E qual o caso do álcool?
Há restrições muito singelas à propaganda de álcool, que ainda é muito agressiva. São peças que mostram que o álcool faz a pessoa se sentir melhor, ser mais aceita pelo grupo e resolver os problemas da sua vida. A maior parte da publicidade do álcool é de cerveja, a bebida mais consumida pelo brasileiro que, em grandes quantidades, causa intoxicação e danos.
E como isso influi no comportamento de quem bebe?
A indústria vai dizer que a propaganda não foca a criança ou o adolescente. Mas eles estão expostos a essa publicidade e não têm discernimento de que álcool é para consumo de maiores de idade ou que seu consumo não vai lhe trazer sucesso nem torná-lo mais aceito – ideias ventiladas pela propaganda de tabaco quando ela existia. O adolescente não entende que aquilo é ilusório.
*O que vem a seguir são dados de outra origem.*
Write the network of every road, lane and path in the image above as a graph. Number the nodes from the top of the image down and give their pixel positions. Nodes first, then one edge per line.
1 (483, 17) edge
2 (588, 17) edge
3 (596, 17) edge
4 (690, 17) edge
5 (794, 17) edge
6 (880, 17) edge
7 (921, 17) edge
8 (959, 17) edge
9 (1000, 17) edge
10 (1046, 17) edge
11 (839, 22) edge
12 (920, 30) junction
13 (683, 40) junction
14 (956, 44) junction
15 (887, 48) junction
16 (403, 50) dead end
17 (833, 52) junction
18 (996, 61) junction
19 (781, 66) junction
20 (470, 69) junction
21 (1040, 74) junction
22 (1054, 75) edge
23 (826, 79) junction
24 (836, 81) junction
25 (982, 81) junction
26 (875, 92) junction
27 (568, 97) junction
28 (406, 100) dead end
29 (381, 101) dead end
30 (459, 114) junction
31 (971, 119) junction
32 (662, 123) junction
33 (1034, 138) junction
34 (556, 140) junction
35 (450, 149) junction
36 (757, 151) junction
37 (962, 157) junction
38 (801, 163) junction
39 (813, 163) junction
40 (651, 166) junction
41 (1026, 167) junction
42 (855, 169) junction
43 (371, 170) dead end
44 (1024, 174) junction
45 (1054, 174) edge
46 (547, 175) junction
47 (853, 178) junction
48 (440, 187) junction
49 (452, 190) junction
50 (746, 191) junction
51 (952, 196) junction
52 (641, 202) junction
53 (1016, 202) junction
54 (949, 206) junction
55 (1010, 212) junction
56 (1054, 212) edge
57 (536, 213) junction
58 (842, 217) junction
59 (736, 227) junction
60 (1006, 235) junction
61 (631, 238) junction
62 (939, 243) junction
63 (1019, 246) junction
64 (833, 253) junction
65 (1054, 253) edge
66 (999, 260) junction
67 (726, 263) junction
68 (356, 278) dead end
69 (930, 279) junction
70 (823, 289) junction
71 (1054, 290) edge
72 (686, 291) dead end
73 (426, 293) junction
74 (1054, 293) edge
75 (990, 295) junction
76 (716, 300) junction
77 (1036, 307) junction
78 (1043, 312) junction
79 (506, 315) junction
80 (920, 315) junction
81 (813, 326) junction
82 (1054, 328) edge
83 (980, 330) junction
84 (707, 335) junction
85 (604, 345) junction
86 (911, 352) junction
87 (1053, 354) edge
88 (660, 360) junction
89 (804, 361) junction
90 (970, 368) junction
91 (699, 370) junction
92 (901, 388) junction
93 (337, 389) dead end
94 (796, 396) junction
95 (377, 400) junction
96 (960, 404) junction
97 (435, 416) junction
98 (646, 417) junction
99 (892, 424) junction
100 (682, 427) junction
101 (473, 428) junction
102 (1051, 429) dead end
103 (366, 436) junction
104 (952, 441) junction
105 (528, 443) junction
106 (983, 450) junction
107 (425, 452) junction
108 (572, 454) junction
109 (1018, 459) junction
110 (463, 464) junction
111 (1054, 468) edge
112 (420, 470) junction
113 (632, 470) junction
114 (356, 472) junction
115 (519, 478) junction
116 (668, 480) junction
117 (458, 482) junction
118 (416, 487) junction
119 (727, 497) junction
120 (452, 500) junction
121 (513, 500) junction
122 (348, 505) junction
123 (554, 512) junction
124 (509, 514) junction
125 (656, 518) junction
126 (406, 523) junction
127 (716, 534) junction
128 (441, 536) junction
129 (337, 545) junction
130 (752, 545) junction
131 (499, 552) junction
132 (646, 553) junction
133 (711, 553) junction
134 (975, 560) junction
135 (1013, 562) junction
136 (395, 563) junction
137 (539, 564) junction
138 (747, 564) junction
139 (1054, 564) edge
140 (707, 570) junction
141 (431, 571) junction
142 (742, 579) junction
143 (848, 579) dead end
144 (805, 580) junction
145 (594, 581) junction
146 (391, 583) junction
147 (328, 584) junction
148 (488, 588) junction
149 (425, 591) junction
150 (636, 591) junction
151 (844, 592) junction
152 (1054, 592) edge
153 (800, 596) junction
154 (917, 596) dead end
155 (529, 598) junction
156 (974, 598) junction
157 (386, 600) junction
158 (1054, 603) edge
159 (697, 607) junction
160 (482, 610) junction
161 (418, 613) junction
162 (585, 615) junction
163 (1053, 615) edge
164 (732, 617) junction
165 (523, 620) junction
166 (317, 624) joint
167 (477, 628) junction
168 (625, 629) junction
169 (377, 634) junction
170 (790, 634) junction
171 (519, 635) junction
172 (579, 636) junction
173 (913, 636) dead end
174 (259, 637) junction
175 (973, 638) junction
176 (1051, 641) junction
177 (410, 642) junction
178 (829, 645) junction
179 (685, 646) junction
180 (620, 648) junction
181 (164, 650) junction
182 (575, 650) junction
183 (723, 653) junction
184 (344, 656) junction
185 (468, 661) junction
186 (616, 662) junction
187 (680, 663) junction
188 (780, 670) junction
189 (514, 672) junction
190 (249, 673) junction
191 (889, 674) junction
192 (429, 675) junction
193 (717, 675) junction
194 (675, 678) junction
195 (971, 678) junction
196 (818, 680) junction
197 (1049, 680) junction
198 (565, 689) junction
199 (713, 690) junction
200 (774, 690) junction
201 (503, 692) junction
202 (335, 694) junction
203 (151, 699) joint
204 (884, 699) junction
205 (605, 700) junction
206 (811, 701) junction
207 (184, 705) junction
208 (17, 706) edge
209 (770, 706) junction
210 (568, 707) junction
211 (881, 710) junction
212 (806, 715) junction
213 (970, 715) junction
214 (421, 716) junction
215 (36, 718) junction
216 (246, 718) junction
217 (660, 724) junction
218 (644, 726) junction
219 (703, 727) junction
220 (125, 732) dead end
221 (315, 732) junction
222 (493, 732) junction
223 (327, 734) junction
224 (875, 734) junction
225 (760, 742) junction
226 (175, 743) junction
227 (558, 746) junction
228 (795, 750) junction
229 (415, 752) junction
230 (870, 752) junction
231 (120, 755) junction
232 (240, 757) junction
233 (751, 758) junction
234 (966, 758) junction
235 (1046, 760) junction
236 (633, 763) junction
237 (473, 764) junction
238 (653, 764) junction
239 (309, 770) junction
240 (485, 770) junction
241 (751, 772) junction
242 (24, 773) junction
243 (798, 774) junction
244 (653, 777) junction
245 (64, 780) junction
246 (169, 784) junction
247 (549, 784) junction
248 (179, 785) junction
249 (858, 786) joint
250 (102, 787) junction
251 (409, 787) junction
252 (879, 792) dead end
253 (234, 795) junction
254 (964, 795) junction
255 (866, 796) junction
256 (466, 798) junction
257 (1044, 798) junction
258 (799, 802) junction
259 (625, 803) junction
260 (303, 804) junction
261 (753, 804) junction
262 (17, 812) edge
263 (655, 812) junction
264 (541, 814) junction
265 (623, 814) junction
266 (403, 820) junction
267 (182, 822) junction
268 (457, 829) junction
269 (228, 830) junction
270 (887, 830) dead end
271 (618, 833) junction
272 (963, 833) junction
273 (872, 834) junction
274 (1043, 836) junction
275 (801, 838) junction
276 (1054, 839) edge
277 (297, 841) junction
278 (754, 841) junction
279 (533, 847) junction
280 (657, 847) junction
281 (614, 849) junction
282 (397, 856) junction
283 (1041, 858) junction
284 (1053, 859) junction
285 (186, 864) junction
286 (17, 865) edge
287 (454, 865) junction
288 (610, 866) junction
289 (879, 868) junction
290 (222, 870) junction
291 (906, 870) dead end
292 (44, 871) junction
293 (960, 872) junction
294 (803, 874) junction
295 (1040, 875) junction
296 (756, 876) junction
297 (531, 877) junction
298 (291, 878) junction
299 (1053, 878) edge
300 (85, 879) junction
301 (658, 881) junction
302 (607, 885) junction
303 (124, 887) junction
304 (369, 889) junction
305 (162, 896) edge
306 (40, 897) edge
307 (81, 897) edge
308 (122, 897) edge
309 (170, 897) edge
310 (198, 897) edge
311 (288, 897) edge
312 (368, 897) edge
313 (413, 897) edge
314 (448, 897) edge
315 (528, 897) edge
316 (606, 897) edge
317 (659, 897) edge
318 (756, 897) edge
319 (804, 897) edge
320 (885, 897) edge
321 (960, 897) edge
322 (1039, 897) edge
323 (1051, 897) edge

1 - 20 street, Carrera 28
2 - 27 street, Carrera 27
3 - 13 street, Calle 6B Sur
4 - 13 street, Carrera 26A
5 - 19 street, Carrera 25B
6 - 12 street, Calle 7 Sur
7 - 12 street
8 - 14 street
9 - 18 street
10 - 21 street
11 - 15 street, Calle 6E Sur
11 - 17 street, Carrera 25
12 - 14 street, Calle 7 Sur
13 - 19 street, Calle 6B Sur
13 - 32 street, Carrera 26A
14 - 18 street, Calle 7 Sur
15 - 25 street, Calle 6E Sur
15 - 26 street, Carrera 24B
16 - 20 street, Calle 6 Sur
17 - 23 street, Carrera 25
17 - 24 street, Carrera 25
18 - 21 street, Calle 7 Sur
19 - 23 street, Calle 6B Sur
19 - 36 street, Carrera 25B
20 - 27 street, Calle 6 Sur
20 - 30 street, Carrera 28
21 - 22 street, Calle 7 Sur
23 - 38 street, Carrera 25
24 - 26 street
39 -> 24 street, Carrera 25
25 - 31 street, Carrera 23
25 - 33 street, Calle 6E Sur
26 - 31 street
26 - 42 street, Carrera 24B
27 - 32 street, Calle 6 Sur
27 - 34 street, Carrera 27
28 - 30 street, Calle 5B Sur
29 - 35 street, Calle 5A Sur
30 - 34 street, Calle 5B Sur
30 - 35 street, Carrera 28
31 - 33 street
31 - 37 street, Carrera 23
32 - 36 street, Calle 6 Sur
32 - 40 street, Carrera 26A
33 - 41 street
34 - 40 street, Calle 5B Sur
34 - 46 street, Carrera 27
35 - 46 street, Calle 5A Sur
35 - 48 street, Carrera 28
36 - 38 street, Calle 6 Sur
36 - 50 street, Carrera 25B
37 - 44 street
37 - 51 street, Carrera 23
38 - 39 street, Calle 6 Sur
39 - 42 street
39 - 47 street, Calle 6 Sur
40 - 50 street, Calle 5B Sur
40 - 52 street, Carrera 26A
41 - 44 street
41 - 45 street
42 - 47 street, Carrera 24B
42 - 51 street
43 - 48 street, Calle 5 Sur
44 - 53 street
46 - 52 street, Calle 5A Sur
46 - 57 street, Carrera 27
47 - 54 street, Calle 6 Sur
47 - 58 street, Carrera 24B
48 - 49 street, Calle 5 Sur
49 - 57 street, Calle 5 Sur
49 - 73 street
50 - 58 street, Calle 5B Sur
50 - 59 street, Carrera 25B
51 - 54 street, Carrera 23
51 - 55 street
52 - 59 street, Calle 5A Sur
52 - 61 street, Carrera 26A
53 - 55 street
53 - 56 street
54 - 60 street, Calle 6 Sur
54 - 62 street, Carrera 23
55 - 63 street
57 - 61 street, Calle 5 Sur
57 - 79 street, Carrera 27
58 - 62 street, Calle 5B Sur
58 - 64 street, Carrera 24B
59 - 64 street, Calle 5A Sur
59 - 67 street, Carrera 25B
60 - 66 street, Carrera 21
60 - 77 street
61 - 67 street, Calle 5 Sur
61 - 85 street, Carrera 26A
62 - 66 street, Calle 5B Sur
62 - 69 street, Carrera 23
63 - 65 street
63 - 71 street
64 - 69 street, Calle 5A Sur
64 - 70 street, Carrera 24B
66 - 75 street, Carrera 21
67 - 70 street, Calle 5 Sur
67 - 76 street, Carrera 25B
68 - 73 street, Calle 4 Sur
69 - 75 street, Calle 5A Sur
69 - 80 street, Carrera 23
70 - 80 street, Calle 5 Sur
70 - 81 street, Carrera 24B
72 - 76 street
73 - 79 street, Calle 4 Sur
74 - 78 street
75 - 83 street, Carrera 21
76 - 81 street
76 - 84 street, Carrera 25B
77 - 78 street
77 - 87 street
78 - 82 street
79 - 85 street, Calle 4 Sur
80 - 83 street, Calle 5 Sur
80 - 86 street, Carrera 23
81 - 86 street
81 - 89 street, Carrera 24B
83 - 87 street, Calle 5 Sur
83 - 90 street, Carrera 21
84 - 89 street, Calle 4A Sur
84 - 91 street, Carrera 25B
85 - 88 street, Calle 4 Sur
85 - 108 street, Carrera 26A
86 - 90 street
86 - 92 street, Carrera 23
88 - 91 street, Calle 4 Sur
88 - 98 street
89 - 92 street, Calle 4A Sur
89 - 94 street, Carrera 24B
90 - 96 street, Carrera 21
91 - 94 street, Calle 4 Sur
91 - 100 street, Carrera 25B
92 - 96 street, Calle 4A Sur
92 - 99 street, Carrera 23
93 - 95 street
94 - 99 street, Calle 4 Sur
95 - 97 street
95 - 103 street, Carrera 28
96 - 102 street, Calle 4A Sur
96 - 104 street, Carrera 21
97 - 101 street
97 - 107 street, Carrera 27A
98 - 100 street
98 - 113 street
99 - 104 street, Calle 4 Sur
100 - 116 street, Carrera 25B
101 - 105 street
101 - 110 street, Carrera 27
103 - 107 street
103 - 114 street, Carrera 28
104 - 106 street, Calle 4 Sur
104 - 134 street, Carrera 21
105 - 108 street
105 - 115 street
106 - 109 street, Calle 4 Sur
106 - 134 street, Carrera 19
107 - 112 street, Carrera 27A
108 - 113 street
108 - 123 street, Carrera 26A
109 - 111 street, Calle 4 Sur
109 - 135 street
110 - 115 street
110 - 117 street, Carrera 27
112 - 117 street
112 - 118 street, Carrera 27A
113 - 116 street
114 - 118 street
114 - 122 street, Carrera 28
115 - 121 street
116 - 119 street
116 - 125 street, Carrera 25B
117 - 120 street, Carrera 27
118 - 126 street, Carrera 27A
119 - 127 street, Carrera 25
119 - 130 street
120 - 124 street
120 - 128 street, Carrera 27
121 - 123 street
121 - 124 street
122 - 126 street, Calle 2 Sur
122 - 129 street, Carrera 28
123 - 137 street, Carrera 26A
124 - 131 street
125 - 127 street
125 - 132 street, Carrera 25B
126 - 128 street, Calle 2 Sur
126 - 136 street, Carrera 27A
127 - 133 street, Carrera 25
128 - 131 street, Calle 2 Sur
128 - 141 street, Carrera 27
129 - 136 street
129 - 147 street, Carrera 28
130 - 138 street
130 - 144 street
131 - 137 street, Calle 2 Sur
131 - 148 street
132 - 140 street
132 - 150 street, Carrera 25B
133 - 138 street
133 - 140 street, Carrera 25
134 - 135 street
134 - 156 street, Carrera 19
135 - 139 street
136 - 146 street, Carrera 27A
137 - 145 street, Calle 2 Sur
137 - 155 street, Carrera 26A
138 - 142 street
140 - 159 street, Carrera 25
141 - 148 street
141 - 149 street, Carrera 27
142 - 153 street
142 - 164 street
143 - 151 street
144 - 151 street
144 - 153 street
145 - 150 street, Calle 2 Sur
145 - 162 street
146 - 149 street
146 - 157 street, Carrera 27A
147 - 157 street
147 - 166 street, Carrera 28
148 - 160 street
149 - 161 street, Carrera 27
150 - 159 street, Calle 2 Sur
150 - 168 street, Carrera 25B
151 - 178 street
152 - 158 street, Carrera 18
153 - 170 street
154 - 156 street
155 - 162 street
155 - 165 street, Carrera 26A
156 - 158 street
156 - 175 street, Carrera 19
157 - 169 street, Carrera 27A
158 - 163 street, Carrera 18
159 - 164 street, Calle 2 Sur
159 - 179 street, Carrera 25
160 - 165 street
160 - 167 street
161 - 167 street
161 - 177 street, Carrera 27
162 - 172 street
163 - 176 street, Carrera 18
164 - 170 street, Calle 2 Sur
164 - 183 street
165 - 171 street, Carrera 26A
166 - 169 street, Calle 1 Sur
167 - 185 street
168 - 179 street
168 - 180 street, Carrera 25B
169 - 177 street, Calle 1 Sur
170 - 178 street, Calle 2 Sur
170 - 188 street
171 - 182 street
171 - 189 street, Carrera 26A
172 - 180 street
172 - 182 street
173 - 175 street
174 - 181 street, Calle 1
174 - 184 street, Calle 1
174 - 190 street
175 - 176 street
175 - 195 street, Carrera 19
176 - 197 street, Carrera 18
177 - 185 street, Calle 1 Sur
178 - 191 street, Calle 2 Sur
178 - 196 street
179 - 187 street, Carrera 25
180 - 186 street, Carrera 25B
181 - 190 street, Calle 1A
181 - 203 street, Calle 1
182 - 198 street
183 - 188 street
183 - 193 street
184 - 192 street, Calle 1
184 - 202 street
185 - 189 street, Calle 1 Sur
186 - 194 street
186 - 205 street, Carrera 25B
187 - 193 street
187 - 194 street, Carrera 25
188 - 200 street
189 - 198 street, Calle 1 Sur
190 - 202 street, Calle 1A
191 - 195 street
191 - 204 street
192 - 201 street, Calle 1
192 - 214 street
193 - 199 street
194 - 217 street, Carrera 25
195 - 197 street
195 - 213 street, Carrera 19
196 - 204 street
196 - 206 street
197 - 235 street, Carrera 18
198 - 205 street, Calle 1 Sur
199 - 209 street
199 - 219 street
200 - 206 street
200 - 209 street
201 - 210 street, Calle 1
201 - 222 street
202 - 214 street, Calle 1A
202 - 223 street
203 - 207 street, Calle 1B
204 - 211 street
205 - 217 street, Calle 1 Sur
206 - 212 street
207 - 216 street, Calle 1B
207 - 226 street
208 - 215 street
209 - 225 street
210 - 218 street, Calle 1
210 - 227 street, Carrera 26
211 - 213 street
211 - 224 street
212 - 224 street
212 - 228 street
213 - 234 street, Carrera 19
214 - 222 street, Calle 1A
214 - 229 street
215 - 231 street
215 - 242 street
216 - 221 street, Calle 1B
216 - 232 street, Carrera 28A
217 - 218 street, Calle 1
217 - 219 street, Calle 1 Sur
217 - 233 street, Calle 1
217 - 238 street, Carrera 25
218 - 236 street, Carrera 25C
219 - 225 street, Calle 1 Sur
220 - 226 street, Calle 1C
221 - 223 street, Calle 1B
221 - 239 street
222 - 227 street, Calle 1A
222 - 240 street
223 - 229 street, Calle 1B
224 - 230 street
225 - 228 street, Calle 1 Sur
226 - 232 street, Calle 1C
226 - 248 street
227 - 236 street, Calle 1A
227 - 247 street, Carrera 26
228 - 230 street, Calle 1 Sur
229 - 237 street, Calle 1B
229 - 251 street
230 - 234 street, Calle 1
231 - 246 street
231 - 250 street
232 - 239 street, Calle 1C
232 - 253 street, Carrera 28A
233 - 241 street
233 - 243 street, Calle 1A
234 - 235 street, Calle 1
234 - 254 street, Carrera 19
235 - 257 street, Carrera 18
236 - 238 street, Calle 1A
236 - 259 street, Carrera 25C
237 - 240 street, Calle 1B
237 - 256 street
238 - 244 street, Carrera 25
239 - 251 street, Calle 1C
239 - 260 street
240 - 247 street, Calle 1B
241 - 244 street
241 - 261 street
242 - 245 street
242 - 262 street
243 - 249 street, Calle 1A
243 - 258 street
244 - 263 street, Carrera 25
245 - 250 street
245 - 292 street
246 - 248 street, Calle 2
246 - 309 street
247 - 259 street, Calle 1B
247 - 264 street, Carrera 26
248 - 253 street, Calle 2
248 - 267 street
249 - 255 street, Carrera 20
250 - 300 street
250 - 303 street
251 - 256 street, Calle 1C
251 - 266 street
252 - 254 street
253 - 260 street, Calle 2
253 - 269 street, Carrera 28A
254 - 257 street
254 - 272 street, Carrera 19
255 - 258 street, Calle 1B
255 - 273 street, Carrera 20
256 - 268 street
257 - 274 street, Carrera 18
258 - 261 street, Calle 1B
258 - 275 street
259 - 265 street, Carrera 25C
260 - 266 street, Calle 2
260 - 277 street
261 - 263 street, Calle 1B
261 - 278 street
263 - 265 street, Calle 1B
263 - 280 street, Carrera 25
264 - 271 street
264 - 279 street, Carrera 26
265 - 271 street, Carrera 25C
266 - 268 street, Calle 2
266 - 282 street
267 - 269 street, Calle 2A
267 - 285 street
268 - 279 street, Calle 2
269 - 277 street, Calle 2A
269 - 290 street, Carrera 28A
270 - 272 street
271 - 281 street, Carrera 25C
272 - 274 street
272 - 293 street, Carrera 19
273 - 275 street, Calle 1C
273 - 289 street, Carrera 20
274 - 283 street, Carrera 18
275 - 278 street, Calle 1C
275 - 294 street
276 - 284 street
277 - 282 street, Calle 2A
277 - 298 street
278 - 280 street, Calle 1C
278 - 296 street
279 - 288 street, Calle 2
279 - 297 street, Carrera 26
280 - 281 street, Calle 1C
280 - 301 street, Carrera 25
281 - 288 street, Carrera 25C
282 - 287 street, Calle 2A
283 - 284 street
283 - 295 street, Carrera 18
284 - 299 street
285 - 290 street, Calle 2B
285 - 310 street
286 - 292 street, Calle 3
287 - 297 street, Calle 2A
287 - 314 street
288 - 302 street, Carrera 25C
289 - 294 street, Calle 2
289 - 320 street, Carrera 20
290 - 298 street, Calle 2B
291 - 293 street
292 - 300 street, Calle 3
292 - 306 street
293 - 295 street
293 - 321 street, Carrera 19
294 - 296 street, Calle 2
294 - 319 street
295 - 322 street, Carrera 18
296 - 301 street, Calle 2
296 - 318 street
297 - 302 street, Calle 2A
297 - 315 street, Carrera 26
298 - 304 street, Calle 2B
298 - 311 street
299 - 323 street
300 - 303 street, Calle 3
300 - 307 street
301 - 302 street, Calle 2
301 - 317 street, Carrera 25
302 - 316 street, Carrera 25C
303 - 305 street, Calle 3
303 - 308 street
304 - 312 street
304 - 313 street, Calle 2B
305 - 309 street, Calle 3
Sua interpretação é, portanto, mais perigosa.
Como é o consumo de álcool no Brasil em relação ao resto do mundo?
O país tem um consumo dentro da média mundial. O que está acima da média é a prática do “binge” entre adolescentes: beber cinco doses ou mais de álcool por episódio. Os adolescentes brasileiros estão entre os que mais bebem desse jeito no mundo. É um padrão de risco e isso assusta. A prevenção ambiental teria um impacto sobre isso porque esse consumo ocorre em bares, festas e baladas, o que é proibido. Está na lei, mas ninguém cumpre.